そこで議題の1つとして、1日に2試合を消化するダブルヘッダーの実施も検討されているという。野球担当記者が話す。
「ダブルヘッダーは、1998年10月10日の横浜対中日戦(横浜)を最後に行なわれていません。1988年の東京ドームを皮切りに、5年後には福岡ドーム、その4年後に大阪ドーム、ナゴヤドーム、そして1999年に西武ドームができて、12球団のうち半分がドーム球場を本拠地に持つようになったこともあり、消滅した。グラウンドコンディションが昭和の頃と比べて格段に良くなったことも大きく影響しているでしょう」(以下同)
22年も実施されていないダブルヘッダーに対しては、選手の体力的な問題もあり、否定的な意見も見受けられる。そこで昭和のプロ野球を振り返ると、意外な事実が見えてきた。
「1970年代までは開幕直後からダブルヘッダーが組まれていました。たとえば、パ・リーグに前後期制が導入された1973年、前期1位の南海は4月の2回を含めて前期8回、年間で17回、後期1位の阪急は開幕日を含め年間18回もダブルヘッダーを行なっています」
この年はセ・パともに4月14日開幕。パの6球団は7月12日までの約3か月で前期の65試合を、後期は7月27日から10月16日までと2か月半で65試合を消化した。
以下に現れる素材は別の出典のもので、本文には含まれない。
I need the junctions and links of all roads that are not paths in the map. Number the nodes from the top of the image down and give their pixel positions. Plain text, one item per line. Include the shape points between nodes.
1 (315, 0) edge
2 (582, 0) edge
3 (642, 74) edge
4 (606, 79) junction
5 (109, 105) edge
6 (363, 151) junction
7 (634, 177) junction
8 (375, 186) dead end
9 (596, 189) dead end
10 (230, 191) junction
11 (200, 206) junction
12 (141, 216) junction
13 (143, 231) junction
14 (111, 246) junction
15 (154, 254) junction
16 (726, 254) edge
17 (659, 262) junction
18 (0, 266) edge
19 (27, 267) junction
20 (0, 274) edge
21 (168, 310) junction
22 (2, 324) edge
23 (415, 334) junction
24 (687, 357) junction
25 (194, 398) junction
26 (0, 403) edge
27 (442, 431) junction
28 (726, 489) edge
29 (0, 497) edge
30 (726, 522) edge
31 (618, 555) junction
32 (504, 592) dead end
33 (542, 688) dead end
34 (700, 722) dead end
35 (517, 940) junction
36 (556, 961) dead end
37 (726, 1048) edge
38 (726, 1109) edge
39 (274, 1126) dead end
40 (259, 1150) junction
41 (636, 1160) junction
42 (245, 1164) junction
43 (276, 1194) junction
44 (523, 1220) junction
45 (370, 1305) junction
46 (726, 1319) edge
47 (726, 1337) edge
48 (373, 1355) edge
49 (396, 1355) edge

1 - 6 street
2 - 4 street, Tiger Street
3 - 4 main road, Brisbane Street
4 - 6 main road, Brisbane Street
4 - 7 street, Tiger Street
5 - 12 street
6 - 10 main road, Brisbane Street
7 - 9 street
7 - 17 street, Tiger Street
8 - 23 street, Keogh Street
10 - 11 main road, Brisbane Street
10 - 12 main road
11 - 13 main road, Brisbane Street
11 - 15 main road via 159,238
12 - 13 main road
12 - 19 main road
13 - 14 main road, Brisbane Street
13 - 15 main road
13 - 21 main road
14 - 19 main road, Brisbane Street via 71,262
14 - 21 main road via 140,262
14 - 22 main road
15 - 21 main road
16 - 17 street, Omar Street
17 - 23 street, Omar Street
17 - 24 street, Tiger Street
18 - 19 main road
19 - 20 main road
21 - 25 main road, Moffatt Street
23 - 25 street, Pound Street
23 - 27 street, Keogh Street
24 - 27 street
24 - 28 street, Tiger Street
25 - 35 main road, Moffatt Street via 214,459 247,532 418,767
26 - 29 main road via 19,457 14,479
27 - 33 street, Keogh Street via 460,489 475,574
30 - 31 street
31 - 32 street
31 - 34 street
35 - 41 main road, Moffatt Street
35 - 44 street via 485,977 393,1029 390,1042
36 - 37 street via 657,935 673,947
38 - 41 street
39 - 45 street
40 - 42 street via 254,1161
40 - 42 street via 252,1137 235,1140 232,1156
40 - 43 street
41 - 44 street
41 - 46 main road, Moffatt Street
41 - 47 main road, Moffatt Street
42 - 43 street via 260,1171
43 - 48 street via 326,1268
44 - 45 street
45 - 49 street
「この年は前後期制ではなく、1シーズン制のセ・リーグも開幕直後からダブルヘッダーがありました。たとえば、広島とヤクルトは7月までに7回も行なっています。1970年代までは開幕直後のダブルヘッダーも、毎年のようにあったのです」
当時の記録を検証していくと、夏場の東京五輪開催に加えて開幕延期が決まり、過密日程を組まざるを得なくなりそうな今年のプロ野球の参考になるかもしれない。
「現在は、昭和の頃と比べて、支配下登録選手や1軍ベンチ入りの人数、外国人選手枠が増えましたし、投手の分業制も確立された。昔は9人野球が理想とされ、レギュラーと控えの実力差も大きかったですが、最近は主力に休養日を設ける球団もある。それほどチーム全体の戦力が充実してきている。たしかに選手には負担が掛かりますが、チームの環境が昔より良くなっているのは間違いない。疲労度を考慮するなら、今シーズンは1軍登録人数を増やすなどの工夫をしてもいいかもしれません」
ダブルヘッダーの実施に向けて、さまざまな角度からの検証が望まれる。